EXERCISE DATA »

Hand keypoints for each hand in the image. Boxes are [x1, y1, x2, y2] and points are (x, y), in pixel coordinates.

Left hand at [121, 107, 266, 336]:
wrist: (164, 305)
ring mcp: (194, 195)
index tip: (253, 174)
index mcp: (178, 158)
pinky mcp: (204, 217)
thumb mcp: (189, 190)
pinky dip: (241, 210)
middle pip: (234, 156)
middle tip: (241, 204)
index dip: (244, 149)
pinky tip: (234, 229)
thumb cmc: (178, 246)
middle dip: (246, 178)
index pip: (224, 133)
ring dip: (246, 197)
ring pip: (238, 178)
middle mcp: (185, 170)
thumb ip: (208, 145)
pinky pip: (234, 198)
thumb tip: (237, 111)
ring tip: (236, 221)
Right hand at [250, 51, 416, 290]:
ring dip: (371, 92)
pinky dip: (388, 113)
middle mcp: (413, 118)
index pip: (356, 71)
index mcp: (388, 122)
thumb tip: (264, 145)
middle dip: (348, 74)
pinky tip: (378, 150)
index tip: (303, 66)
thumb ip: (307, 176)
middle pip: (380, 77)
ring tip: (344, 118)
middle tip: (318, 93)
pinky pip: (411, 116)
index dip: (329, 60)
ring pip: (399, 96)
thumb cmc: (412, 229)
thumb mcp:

TASK REQUIREMENTS »
Go through the entries above and pull out each line with "ring" in it.

SOLUTION FOR THIS PROBLEM »
ring mcp: (194, 195)
ring dip: (246, 197)
ring pip: (238, 178)
ring tip: (236, 221)
ring dip: (371, 92)
ring tip: (344, 118)
ring pip: (399, 96)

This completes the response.